Ce monument du rap, depuis les années 1990, s’est lancé en 2022 dans une croisade contre les influenceurs, qu’il a renommés les « influvoleurs », et leurs pratiques commerciales qu’il présente comme trompeuses. Dans son viseur, notamment : Magali Berdah, qui a vu sa carrière d’agente de stars de l’influence mise à mal.
Outre les accusations sur le net, relayées par sa large communauté numérique, Booba a aussi porté plainte contre Magali Berdah.
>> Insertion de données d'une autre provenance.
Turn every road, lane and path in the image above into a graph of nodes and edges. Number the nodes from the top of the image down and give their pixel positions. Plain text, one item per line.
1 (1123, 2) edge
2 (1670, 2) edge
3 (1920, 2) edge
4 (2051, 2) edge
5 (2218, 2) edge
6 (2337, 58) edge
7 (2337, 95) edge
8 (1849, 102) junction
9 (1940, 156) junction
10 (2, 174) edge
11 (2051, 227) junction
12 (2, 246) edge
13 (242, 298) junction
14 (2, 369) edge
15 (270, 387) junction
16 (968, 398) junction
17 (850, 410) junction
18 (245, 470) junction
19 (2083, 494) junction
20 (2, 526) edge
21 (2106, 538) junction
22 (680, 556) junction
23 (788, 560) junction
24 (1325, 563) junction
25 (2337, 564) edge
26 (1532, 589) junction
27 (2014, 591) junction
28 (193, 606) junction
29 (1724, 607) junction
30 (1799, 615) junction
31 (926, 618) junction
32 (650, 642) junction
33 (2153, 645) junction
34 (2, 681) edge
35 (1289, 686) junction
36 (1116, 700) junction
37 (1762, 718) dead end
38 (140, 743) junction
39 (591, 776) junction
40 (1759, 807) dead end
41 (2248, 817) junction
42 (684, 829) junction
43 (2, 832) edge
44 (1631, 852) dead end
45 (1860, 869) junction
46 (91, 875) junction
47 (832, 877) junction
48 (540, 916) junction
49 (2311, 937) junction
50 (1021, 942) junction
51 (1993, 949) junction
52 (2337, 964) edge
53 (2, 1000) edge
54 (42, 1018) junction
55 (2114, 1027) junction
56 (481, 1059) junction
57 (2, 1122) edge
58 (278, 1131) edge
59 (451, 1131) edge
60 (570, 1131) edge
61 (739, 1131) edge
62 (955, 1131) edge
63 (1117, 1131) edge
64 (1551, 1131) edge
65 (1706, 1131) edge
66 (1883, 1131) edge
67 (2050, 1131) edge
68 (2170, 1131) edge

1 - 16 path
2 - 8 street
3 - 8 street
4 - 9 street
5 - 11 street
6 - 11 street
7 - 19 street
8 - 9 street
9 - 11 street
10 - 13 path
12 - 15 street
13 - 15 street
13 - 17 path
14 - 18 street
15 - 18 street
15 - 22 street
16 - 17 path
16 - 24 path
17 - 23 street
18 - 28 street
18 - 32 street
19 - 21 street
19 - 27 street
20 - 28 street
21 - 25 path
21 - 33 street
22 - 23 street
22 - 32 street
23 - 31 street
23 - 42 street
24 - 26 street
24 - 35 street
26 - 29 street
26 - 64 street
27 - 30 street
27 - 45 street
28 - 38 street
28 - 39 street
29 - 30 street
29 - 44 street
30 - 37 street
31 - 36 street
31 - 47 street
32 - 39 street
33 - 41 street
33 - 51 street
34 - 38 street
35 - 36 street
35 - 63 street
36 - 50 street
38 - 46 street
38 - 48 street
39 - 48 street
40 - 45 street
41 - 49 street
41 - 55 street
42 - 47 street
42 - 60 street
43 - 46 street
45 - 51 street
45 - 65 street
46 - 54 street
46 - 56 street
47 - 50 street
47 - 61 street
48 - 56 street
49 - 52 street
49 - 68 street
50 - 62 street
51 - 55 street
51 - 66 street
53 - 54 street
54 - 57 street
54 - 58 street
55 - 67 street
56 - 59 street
L’enquête pénale ouverte sur des soupçons de pratiques commerciales trompeuses a été classée sans suite en novembre 2023.
Vingt-huit personnes ont déjà été condamnées pour le cyberharcèlement de Magali Berdah tandis que le rappeur a été mis en examen en octobre 2023 pour harcèlement aggravé sur Magali Berdah, notamment par la dégradation de la santé de cette dernière, dans des investigations menées à Paris.
Devant le juge d’instruction, le suspect, placé sous contrôle judiciaire, avait contesté toute « intention d’atteindre Magali Berdah dans sa santé ou sa vie », s’érigeant en justicier cherchant à « prouver que (Magali Berdah et ses proches) sont des escrocs ».
Deux autres personnes sont poursuivies aux côtés du « Duc de Boulogne », don’t Grégory Zaoui, aussi connu par la justice comme l’un des principaux protagonistes de la fraude à la taxe carbone.
Magali Berdah n’est pas la seule à accuser Booba.
La pratique du clash de « B2O » a pris une autre ampleur en ligne avec l’appui de ses « pirates », une importante communauté numérique relayant les publications du rappeur ou trollant les personnes ciblées par Booba.
Un juge d’instruction parisien l’a ainsi mis en examen, en octobre, pour harcèlement moral en ligne sur Demdem, la compagne du rappeur Gims, autre poids lourd du rap français.
Il sera aussi jugé en avril pour injures publiques discriminatoires et cyberharcèlement aggravé envers une journaliste de France Télévisions et pour injure envers un essayiste.